There are four basic steps in hula. If you know these, you’re pretty much ready to go. All other steps build on these.
You should keep your knees bent and your upper body stationary, no bobbing up/down as you dance. Your arms and hands should be the only parts of your upper body moving because the story is in the hands.
kaholo: this is similar to a “grapevine” step minus the vine! You take two steps to the right, then two steps to the left, 4 beats in each direction. The feet remain in a straight line. You take normal steps when doing this move, but when you bring one foot to the side of the other, your feet should be no farther apart than the width of a can of Spam!
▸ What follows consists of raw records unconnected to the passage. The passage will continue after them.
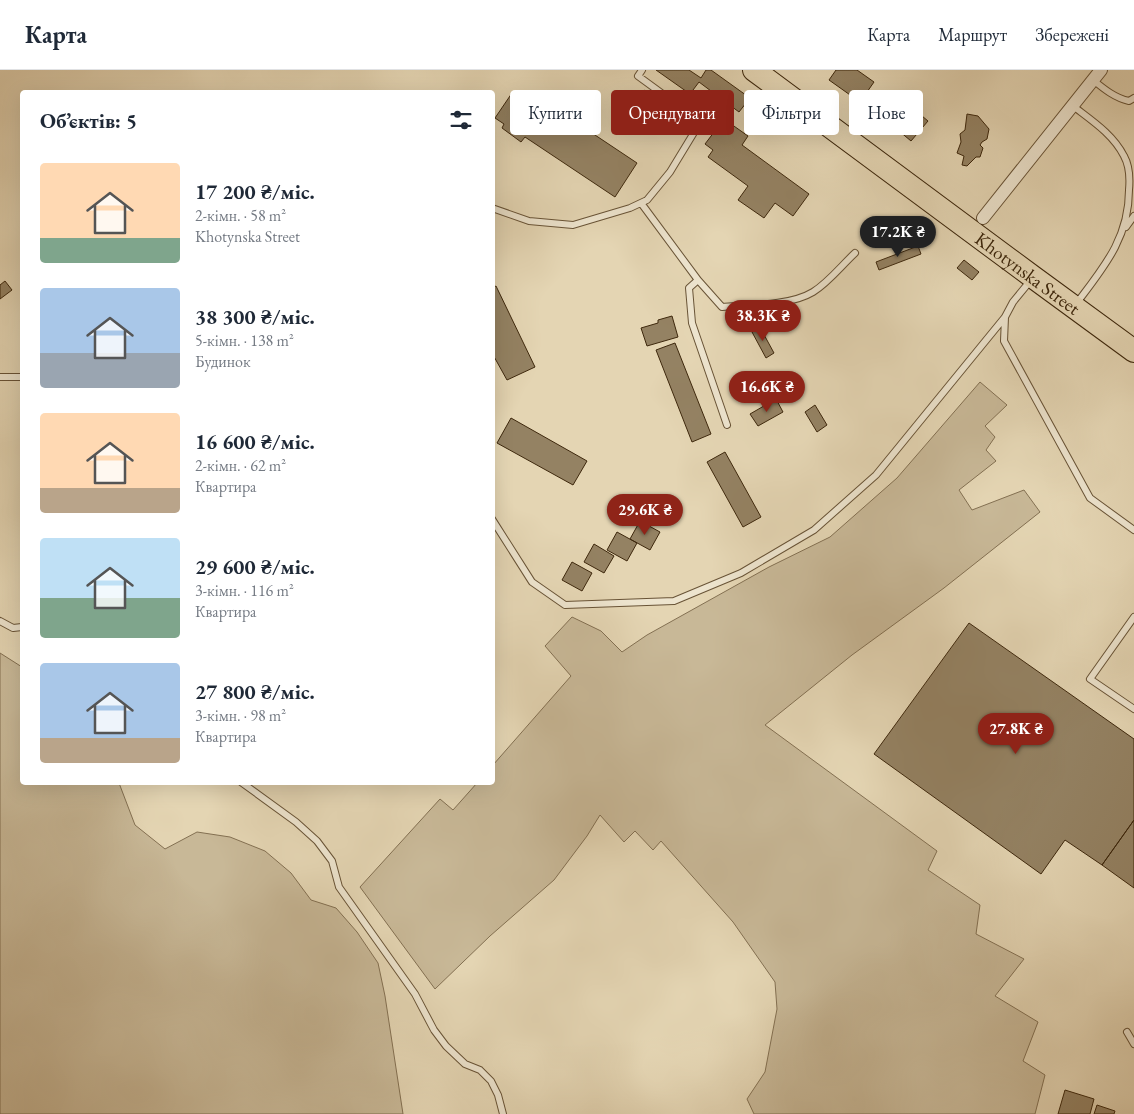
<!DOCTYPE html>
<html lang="uk">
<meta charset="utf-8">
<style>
:root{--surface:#fff;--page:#f6f6f7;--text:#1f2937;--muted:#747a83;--line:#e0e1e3;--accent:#8f2418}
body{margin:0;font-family:"EB Garamond",serif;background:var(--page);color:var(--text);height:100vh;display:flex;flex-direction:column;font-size:19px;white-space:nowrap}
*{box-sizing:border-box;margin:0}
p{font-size:16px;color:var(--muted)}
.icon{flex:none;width:28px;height:28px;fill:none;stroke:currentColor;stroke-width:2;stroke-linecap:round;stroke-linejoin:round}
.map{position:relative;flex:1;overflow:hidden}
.side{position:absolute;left:20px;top:20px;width:475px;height:695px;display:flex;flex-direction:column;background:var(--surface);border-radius:5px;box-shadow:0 5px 20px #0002}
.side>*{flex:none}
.hud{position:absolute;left:510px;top:20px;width:475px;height:45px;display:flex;gap:10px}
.price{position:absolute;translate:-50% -42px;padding:0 11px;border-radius:18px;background:var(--accent);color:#fff;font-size:16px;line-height:32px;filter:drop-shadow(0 1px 2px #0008)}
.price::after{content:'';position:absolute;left:50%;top:30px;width:15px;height:11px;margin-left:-8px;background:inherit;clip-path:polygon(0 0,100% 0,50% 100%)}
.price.selected{background:#222;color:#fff}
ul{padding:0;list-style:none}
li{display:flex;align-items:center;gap:15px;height:125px;padding:0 20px}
li span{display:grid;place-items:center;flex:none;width:140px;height:100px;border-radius:5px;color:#555}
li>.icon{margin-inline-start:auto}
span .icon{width:60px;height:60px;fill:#fffc;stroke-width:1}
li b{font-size:21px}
h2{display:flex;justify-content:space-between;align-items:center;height:60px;padding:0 20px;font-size:21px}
.tag{padding:0 18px;border-radius:5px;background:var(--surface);box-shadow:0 5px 20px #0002;font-size:18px;line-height:45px}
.tag.selected{background:var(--accent);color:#fff}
header{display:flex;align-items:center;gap:30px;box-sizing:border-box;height:70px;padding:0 25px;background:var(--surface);border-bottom:1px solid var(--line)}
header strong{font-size:24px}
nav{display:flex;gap:28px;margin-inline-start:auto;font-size:18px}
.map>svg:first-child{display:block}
.green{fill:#c8b897;stroke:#837052}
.building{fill:#948263;stroke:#3e280d}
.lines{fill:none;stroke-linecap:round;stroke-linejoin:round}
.lane-casing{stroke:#685336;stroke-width:8}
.street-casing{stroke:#685336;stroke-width:14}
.highway-casing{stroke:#3e280d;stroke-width:24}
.lane{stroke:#ede4ce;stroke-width:6}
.street{stroke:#ede4ce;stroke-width:12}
.highway{stroke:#e4d5b3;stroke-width:22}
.labels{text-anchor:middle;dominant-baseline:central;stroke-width:4;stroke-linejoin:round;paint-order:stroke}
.street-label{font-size:19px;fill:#3e280d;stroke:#ede4ce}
</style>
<header>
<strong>Карта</strong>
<nav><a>Карта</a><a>Маршрут</a><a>Збережені</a></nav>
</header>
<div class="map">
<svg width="1134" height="1044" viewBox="0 0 1134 1044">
<rect width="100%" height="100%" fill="#e4d5b3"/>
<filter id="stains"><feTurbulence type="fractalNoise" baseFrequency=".004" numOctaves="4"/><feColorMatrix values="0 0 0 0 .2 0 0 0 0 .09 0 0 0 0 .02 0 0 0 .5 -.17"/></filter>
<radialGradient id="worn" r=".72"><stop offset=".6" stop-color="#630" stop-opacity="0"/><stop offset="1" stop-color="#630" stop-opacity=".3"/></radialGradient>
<path class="green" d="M980,312l27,23 -22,21 10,11 -9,13 10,11 -37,29 13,20 52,-20 16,22 -96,76 -92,67 -87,70 172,126 -9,19 52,35 -4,29 48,25 -29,37 43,26 -15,39 22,14 -10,39h-281l-7,-15 18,-27 12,-63 -2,-27 -42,-60 -72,-81 -8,9 -18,-19 -11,11 -24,-27 -13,21 -33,44 -64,56 -55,53 -75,-102 80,-88 13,11 24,-27 15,-1 1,-17 78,-89 -26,-30 27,-29 29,14 21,21 25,-17 122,-68 61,-30 67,-59z
M0,583l22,14v115l97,1 16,42 30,24 32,-17 33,5 35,14 26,22 20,27 25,8 21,24 21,31 7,33 18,118h-403z"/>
<path class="building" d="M656,0h33l12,8 5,-8h5l39,28 -11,14 -40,-30 -9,12z
M836,0h21l17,12 -14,20 -31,-22z
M644,20l32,24 -11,16 -33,-23z
M512,23l8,5 3,-4 20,14 4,-5 90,60 -22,34 -90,-60 -4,5 -19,-14 2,-4 -9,-6z
M897,25l31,26 -17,20 -31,-26z
M967,44l11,2 11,13 -2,10 -5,3 -2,3 3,3 -3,9h-4l-9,9 -5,-1 2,-9 -7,-3 4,-11 -1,-8 5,-4z
M724,49l24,17 -6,9 67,49 -16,22 -18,-13 -11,15 -26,-18 10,-14 -40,-29 5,-7 -8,-6z
M918,176l3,8 -42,16 -3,-8z
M964,190l15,12 -7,8 -15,-12z
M5,211l7,9 -12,9v-14z
M496,216l39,81 -28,13 -15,-27v-65z
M672,246l6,21 -31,9 -6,-18 17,-5v-3z
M763,256l2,4 -3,1 12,22 -8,5 -14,-26z
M675,273l36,91 -19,8 -36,-92z
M776,329l7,13 -25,14 -8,-12z
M815,335l12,20 -10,7 -12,-20z
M511,348l76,43 -14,24 -76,-42z
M725,382l36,65 -18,10 -36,-65z
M640,451l20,11 -10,18 -20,-11z
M617,462l20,11 -10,18 -20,-11z
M594,474l20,12 -10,17 -20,-11z
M572,492l20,11 -10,18 -20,-11z
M969,553l165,116v81l-32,45 -37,-25 -24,34 -167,-120z
M1134,750v68l-32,-23z
M1065,1020l29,9 -4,15h-32z
M1097,1035l18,6 -1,3h-20z"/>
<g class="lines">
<g class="lane-casing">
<path id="lane" d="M642,0l-4,6 63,46
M1093,10c11,9 22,18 36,21l5,-3
M1073,36c18,14 40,28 51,50 5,9 6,23 5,34 0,48 -25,77 -53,114
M641,133l57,77 -9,8 3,35 35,102
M492,138l37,13 44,4 57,-17 17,-8 23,-28 45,-74
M1126,157l8,-11
M698,210l24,27c26,-2 68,-1 91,-15 16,-10 28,-26 42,-39
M1005,247l-1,24 86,157 44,32
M0,307h22
M492,449l40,63 33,23 109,-4 67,-28 73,-43 62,-55 129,-158 8,-15 18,-22
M1134,547l-44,62 44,30
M0,551l13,7 9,-1
M241,712l55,40 21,19 15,20 7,26 76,107 19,36 12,16 19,18 15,6 11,11 7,14 5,19
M1127,962l7,12"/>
</g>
<g class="street-casing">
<path id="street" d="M983,148l118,-148"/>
</g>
<g class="highway-casing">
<g id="highway">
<path id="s1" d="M754,0l279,207 101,74"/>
</g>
</g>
<use href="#lane" class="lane"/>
<use href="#street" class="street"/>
<use href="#highway" class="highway"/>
</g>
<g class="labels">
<g class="street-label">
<text stroke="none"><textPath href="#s1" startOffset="341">Khotynska Street</textPath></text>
</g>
</g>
<rect width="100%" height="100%" filter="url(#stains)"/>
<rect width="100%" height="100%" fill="url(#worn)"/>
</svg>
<b class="price selected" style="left:898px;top:188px">17.2K ₴</b>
<b class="price" style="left:763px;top:272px">38.3K ₴</b>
<b class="price" style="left:767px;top:343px">16.6K ₴</b>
<b class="price" style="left:645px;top:466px">29.6K ₴</b>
<b class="price" style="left:1016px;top:685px">27.8K ₴</b>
<div class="hud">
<a class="tag">Купити</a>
<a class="tag selected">Орендувати</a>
<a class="tag">Фільтри</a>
<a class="tag">Нове</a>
</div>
<section class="side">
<h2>Об’єктів: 5<svg class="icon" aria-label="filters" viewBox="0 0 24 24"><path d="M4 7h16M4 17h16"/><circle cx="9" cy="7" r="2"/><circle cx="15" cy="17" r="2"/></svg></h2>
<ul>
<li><span style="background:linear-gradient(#ffd9b3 75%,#7fa58c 0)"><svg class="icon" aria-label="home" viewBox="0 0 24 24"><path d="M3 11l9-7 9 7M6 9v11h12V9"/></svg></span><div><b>17 200 ₴/міс.</b><p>2-кімн. · 58 m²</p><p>Khotynska Street</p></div></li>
<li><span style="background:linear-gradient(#a9c7e8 65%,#9aa5b1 0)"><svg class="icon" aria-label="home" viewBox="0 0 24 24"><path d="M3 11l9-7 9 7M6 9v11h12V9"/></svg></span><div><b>38 300 ₴/міс.</b><p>5-кімн. · 138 m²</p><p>Будинок</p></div></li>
<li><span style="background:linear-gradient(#ffd9b3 75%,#b9a48a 0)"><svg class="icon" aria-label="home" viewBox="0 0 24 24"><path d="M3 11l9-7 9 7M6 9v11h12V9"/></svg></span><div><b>16 600 ₴/міс.</b><p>2-кімн. · 62 m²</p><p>Квартира</p></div></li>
<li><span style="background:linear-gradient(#bfe0f5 60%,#7fa58c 0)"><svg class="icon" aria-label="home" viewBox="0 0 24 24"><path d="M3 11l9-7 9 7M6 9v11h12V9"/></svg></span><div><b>29 600 ₴/міс.</b><p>3-кімн. · 116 m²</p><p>Квартира</p></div></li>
<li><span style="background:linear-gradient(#a9c7e8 75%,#b9a48a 0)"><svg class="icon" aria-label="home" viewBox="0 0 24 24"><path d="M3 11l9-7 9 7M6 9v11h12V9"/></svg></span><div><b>27 800 ₴/міс.</b><p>3-кімн. · 98 m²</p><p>Квартира</p></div></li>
</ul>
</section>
</div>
hela: this move is done in place, pointing your right foot forward at a 45-degree angle as you sway to the left, then the left foot forward at a 45-degree angle as you sway to the right. This is the standard hela, and the sway is noticeable but gentle. There’s also a moving hela, with a wider swaying motion, and the feet are farther apart when they are pointed forward. Whether standard or moving, you always return to your original starting point.
ʽuwehe (ʽuehe): this is probably the hardest step. You step in place with your right foot, then raise both heels and “pop” your knees out to either side. Then step in place with the left foot, raise both heels, and pop your knees to the side. (In the ancient version of the ʽuwehe, the knees pop forward rather than to the sides.) The ʽuwehe knee movement should be strong enough to noticeably move your skirt.
ʽami: this is a circular hip motion to either the right or the left. You make a full circle with your hips; it is not a swaying from side to side.
Other important words in hula:
imua — move forward
ihope — move backward
ʻākau — go right
hema — go left
huli — turn
i lalo — go lower
i luna — rise up
hana hou — do it again
lava — stop
The word you most want to hear from your kumu is maikaʽi — good!